Please show every line in the entries below that includes the word "LAKE".

━━ ENTRIES SUPPLIED

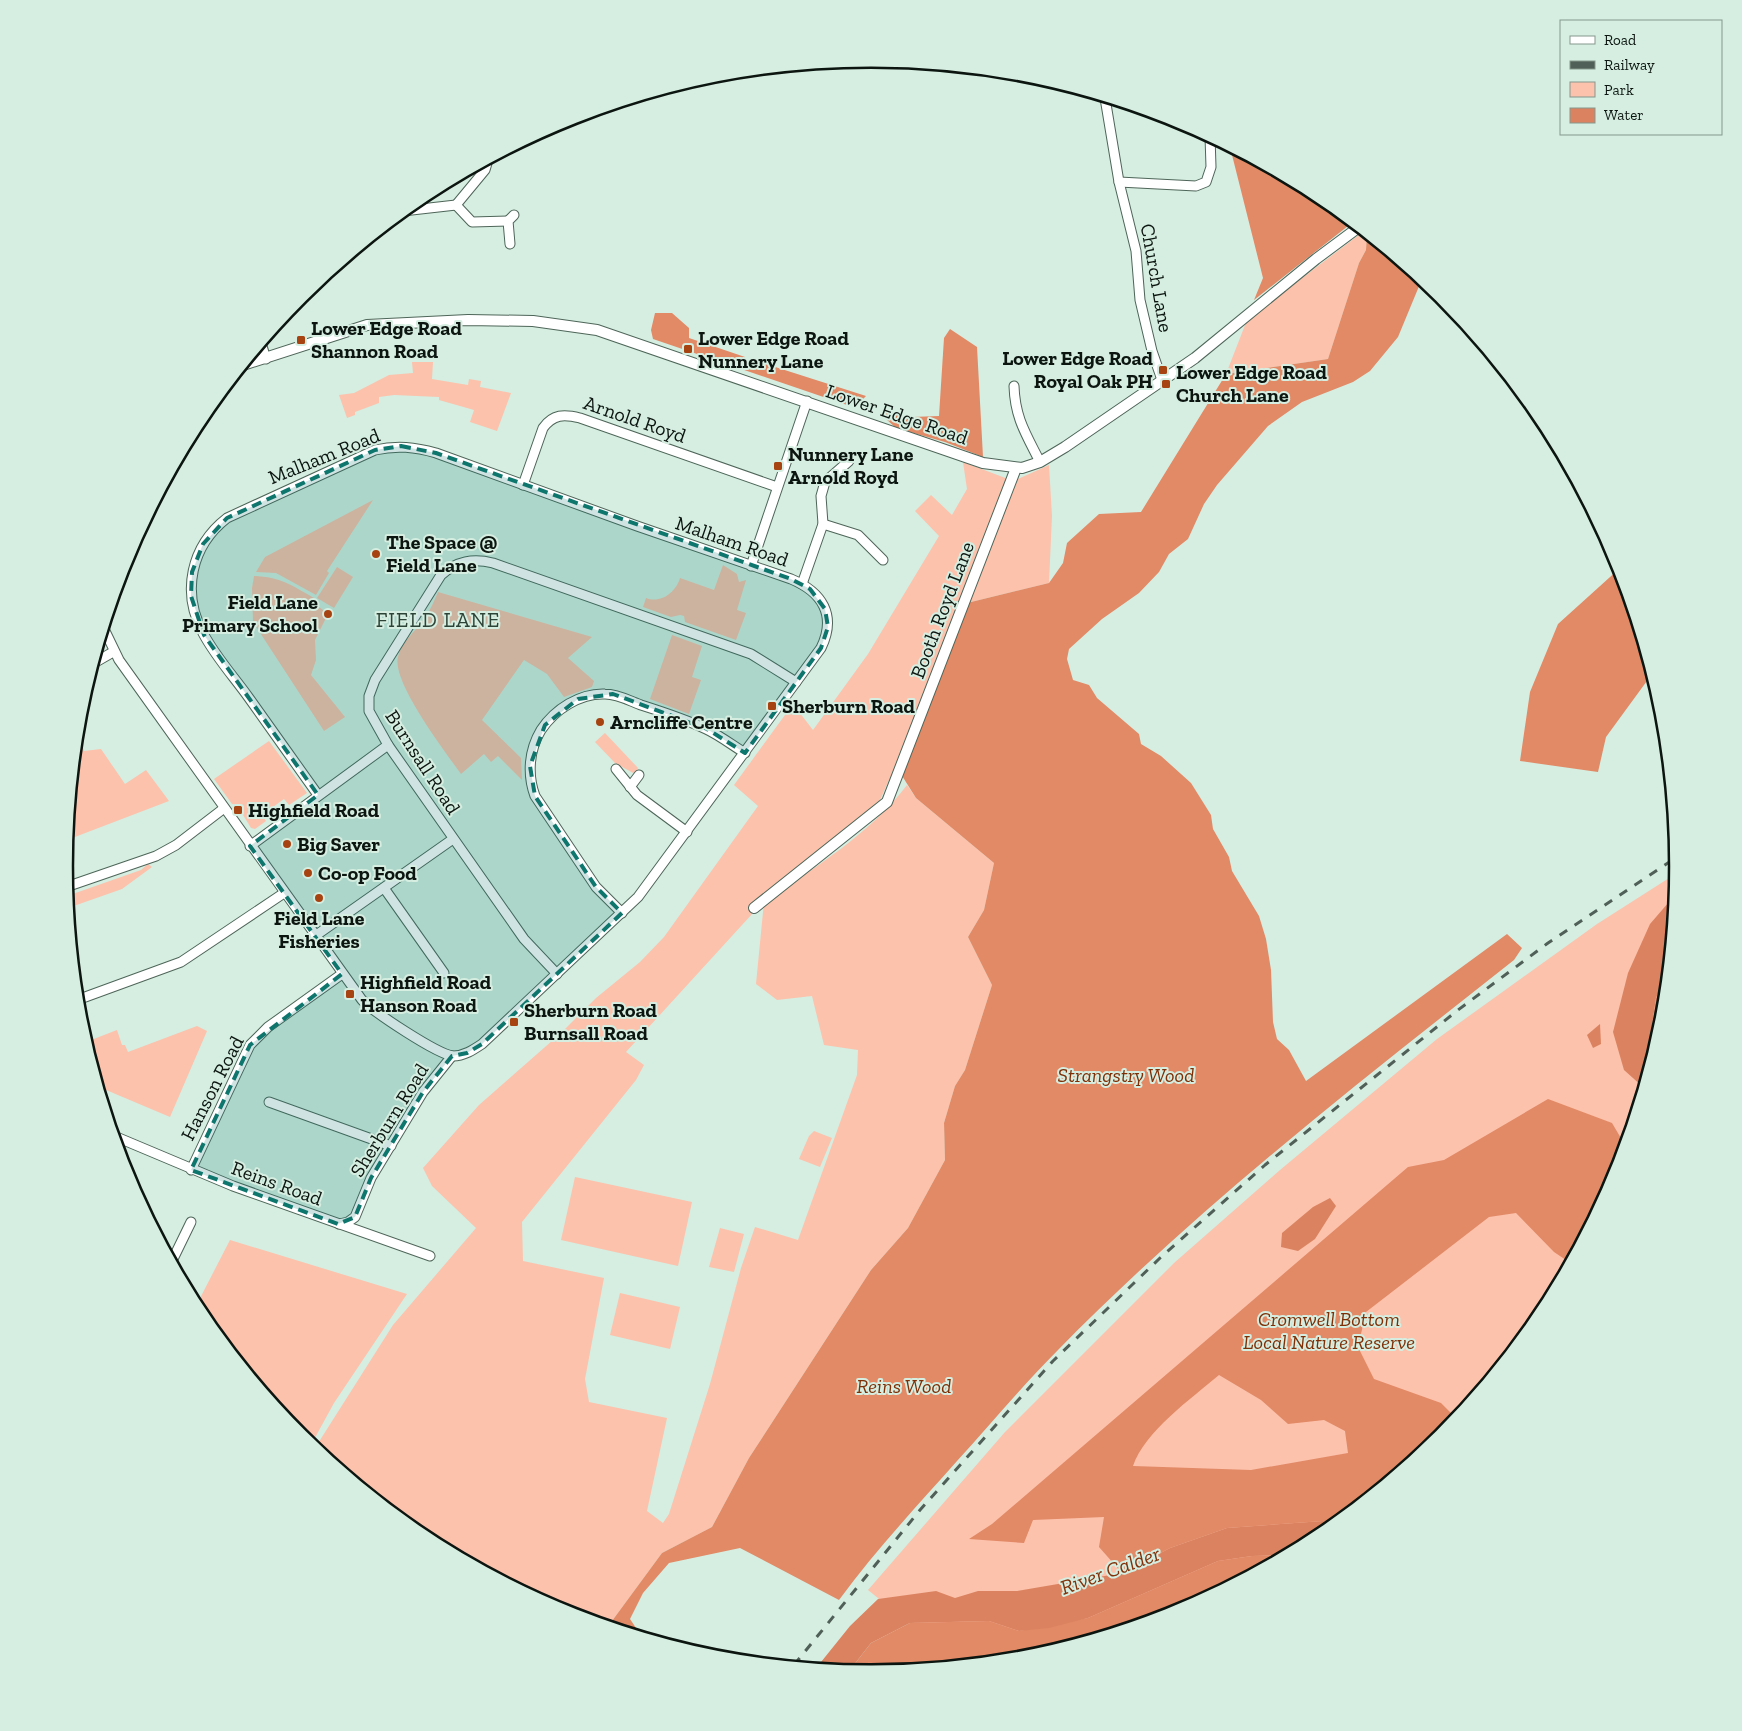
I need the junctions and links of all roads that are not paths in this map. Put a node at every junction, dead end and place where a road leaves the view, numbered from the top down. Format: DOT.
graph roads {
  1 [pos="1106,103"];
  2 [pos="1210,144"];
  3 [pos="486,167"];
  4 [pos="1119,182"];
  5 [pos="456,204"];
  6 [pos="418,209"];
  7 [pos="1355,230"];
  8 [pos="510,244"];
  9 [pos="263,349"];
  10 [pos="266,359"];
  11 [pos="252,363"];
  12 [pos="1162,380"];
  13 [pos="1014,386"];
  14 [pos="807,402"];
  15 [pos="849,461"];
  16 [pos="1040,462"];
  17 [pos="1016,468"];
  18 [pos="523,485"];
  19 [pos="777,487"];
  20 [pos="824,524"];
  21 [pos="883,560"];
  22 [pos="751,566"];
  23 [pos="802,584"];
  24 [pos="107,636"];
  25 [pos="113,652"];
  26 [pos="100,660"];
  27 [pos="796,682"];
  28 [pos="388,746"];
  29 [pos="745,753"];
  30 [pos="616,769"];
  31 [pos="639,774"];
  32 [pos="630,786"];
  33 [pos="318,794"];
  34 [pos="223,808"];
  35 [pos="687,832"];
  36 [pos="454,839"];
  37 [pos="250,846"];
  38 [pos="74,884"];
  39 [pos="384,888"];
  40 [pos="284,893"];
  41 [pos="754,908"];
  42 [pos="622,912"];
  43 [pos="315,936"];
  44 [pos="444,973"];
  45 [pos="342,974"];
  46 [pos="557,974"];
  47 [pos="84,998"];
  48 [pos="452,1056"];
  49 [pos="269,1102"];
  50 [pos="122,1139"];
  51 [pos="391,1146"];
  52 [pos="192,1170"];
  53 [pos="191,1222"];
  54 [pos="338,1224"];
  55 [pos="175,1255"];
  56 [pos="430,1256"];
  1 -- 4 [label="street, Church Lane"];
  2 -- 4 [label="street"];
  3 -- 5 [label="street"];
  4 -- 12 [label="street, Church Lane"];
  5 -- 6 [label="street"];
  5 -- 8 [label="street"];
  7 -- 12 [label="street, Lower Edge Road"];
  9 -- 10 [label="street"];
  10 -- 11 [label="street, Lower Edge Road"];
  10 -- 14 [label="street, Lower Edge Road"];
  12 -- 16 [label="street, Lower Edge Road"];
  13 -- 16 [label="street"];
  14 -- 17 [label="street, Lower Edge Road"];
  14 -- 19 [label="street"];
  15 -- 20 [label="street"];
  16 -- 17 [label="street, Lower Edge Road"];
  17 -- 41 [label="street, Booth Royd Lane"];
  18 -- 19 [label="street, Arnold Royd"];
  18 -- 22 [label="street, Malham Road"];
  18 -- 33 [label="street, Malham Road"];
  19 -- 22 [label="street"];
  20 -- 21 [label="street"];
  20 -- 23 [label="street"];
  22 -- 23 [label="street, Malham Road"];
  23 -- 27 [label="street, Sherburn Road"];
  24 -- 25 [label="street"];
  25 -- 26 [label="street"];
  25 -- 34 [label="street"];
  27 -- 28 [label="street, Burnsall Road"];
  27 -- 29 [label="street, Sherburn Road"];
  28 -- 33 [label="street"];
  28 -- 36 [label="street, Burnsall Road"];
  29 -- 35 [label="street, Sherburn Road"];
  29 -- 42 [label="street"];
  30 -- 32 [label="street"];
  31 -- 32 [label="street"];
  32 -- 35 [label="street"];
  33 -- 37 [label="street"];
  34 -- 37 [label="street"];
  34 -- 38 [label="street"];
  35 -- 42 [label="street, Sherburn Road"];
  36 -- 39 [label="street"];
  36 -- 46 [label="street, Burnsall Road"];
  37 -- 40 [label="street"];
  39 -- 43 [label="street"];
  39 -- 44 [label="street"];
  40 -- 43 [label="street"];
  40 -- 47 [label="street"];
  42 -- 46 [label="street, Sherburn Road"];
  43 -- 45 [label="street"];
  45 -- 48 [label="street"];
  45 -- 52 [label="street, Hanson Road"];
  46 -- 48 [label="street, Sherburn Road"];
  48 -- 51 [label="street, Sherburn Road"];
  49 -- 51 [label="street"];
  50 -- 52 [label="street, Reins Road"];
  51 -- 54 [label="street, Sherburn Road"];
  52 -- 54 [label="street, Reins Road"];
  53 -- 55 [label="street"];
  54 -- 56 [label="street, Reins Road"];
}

━━━━
━━ ENTRIES SUPPLIED

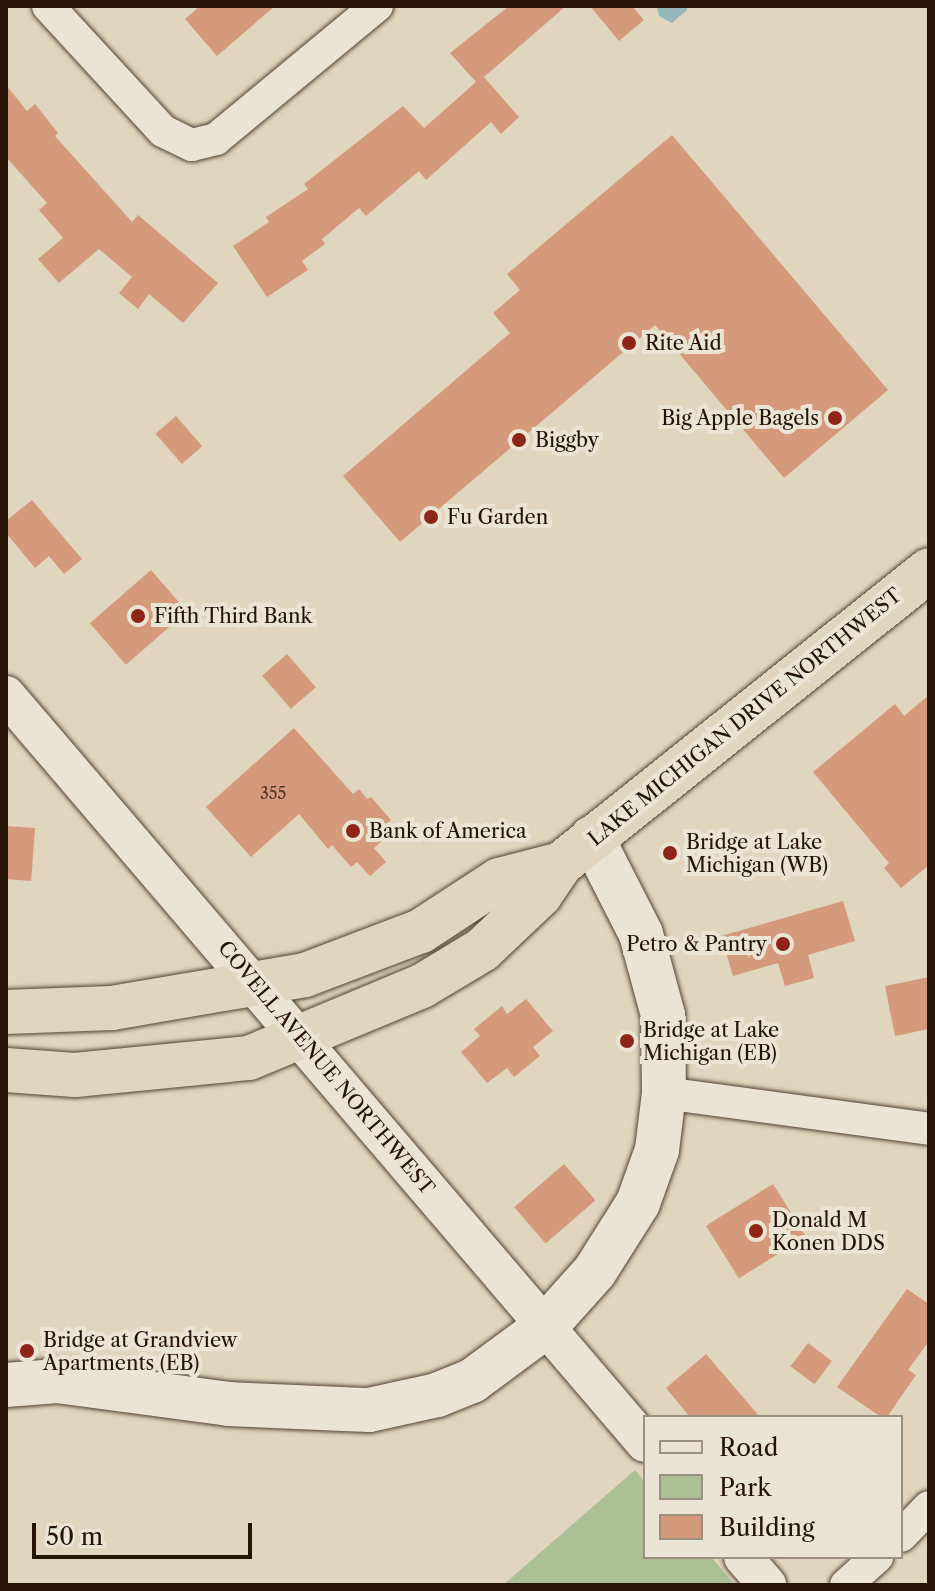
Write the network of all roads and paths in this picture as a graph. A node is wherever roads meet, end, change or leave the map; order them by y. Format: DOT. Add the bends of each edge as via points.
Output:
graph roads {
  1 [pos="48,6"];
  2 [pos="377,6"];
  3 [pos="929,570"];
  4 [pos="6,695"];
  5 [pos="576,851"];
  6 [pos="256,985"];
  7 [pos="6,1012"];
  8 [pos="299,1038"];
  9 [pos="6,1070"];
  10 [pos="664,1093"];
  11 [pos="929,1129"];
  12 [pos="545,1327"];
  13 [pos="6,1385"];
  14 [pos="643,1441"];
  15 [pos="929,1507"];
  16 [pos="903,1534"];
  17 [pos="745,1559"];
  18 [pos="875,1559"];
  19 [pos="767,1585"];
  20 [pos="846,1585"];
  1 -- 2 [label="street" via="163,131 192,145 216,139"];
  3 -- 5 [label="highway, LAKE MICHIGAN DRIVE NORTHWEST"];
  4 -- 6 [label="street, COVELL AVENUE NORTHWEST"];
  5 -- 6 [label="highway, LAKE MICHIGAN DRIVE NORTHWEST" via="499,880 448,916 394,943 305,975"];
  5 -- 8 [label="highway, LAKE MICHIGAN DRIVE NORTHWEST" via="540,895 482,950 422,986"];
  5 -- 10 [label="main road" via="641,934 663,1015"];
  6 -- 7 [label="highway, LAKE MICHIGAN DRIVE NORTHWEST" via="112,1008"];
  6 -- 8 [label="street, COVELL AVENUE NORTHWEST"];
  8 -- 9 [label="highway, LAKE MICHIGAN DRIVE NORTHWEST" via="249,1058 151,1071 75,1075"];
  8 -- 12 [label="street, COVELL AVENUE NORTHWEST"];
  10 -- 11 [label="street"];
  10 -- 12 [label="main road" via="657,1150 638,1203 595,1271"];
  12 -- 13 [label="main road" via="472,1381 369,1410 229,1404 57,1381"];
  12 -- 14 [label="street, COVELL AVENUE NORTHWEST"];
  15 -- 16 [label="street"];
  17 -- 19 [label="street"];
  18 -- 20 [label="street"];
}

━━━━

* _EXPECTED ANSWER_:
  3 -- 5 [label="highway, LAKE MICHIGAN DRIVE NORTHWEST"];
  5 -- 6 [label="highway, LAKE MICHIGAN DRIVE NORTHWEST" via="499,880 448,916 394,943 305,975"];
  5 -- 8 [label="highway, LAKE MICHIGAN DRIVE NORTHWEST" via="540,895 482,950 422,986"];
  6 -- 7 [label="highway, LAKE MICHIGAN DRIVE NORTHWEST" via="112,1008"];
  8 -- 9 [label="highway, LAKE MICHIGAN DRIVE NORTHWEST" via="249,1058 151,1071 75,1075"];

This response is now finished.